Episode 1: The Dead Don't Lie, They Plead
Elara Virell was dead.
Or so she thought.
The last thing she remembered was cold water rushing into her lungs, the car sinking faster than her thoughts could catch up. The silence afterward was oddly soothing. No more courtrooms, no more flashing cameras, no more endless questions from a world that had turned her into a pariah.
Then — light. Not the warm, tunnel-type light people described in near-death memoirs. No. This was sterile. Judicial. And incredibly loud.
"Case No. 000. Claimant: Virell, Elara.
Status: Pending Resurrection.
Terms: One hundred adjudicated appeals in favor of the damned."
A booming voice echoed across a chamber lined with floating scrolls and ethereal quills. Spectral beings — robed, faceless — hovered like silent judges behind a massive obsidian bench. At the center stood Elara, dripping wet, barefoot, and wrapped in a hospital gown.
"What... is this?" she whispered, heart still beating, mind still racing.
A man stood to her right, impossibly tall and cloaked in deep twilight. His face was partially hidden beneath a bone-white half-mask.
He did not look at her.
"You are in the Vestibule of Petition," he said flatly. "This is the Celestial Court’s intake chamber for newly appointed Soul Advocates."
"Soul what—?"
"You were chosen."
"Chosen for what?"
"Redemption. Or damnation. Depends how good you are at arguing with ghosts."
He finally turned to her. Ice-blue eyes, emotionless. He offered a black-bound book — the Codex of Afterlife Law.
"You have one hundred days to win one hundred cases on behalf of wrongly condemned souls. Fail, and your soul becomes bound. Forever."

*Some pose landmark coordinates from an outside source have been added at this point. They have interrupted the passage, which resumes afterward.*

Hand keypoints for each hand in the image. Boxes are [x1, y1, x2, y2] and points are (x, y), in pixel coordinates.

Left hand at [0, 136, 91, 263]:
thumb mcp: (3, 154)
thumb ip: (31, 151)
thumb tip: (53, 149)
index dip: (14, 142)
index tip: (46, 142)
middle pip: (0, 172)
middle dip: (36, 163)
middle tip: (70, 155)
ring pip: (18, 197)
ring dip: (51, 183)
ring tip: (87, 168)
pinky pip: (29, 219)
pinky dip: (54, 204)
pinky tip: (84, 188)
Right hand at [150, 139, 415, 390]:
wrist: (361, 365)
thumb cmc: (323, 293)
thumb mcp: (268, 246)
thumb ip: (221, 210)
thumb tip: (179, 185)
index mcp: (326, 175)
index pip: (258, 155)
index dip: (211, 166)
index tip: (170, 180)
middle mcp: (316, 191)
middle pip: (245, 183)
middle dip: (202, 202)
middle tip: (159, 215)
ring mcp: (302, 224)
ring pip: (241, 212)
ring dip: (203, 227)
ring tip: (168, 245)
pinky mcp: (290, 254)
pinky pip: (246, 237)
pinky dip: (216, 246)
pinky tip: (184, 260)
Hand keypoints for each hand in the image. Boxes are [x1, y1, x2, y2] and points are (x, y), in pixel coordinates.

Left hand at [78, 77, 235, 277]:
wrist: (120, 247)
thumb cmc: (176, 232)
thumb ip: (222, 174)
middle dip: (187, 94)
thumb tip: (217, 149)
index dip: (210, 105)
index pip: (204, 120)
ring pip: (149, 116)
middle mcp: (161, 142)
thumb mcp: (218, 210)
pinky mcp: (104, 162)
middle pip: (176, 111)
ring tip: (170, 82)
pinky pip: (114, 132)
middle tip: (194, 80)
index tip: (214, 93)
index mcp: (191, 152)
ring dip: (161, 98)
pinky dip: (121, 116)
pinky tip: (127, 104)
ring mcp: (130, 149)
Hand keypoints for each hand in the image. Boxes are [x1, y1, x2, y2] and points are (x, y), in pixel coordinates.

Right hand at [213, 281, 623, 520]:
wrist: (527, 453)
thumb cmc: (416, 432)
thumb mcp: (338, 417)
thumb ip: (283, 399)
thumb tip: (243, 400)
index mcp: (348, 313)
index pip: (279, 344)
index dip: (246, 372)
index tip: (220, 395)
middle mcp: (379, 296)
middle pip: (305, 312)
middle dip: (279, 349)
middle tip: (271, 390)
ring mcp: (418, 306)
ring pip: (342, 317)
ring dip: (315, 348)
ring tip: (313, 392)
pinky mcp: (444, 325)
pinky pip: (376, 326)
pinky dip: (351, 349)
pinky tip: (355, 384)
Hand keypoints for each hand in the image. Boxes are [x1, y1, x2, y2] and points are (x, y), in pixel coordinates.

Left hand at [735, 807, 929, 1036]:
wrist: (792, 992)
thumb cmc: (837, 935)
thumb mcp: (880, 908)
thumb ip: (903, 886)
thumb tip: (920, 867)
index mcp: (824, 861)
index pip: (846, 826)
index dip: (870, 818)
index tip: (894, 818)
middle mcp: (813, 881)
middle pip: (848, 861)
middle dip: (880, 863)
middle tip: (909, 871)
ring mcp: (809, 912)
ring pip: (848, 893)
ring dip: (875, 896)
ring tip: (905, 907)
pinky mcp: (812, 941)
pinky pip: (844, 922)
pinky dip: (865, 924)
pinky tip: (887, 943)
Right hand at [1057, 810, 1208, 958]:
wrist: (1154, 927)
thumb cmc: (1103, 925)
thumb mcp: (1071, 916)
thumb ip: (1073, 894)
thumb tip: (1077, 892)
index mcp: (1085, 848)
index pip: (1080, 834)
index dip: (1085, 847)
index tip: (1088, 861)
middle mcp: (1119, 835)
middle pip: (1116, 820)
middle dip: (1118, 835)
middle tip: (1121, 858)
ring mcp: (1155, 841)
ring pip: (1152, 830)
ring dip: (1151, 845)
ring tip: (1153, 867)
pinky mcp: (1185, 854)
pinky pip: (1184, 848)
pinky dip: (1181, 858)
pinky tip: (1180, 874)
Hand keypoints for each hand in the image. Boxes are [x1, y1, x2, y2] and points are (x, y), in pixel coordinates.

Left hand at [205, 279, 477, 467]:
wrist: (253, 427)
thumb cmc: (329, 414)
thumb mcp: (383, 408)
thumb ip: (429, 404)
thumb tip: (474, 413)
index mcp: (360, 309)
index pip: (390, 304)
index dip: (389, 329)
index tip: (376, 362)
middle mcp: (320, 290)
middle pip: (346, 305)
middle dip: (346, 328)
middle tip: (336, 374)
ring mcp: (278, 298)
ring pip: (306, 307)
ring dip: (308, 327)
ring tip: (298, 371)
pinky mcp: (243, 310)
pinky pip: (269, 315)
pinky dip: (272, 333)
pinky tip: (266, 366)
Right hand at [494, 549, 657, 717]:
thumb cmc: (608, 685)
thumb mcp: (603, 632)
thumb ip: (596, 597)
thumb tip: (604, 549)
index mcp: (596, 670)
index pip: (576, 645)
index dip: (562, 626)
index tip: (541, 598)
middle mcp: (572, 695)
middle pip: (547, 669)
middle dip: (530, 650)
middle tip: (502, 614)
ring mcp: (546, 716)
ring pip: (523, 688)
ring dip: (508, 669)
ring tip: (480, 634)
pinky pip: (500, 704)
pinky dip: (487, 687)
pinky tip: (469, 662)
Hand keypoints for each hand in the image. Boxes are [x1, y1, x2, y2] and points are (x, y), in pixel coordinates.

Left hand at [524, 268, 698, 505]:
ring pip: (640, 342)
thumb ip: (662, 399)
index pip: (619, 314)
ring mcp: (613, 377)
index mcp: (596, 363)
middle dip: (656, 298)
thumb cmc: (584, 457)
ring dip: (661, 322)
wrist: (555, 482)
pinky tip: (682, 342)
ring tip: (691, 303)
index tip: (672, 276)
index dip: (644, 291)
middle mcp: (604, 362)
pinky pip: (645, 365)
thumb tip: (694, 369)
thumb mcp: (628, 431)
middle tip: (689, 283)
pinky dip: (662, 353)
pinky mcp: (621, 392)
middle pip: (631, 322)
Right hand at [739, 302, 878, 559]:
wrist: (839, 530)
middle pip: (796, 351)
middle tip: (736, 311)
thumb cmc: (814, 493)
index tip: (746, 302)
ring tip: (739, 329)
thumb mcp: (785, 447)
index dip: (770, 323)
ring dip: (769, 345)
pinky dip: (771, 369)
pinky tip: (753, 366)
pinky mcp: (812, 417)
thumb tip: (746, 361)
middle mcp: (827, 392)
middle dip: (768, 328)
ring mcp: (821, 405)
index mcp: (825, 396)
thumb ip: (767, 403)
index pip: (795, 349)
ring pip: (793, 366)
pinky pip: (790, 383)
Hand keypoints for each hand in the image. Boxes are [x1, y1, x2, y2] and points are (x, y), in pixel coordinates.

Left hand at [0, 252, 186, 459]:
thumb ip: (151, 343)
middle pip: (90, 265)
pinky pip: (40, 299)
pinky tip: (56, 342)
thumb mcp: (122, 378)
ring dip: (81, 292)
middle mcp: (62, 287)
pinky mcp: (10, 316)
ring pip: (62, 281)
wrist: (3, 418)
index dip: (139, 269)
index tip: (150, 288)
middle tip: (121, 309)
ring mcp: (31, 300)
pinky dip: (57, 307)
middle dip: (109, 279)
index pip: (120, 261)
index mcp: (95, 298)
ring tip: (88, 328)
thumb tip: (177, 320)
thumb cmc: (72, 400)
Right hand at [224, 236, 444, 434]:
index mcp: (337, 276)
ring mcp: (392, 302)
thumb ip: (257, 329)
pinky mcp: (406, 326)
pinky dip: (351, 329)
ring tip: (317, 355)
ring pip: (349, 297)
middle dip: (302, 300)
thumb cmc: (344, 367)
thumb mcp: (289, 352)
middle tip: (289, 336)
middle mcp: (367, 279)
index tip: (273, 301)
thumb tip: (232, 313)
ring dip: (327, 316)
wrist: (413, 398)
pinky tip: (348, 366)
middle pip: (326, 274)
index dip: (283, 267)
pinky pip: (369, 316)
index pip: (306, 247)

Elara stared at the book. Her hands shook as she took it.
"Wait, is this a joke? Am I dreaming? Am I in a coma—?"
"You're in litigation," he replied. "Welcome to the afterlife."
A glowing door opened behind him. Inside, a courtroom shimmered with runes and firelight, and at its center: a weeping soul bound in silver chains.
Her first client.
Her first case.
The warden nodded toward the door. "Proceed, Advocate."
Elara clenched the Codex to her chest, pulse thundering louder than any gavel.
She didn’t know the rules. She didn’t know the stakes.
But for the first time in years, she knew this:
She was needed. And she was damned good in court.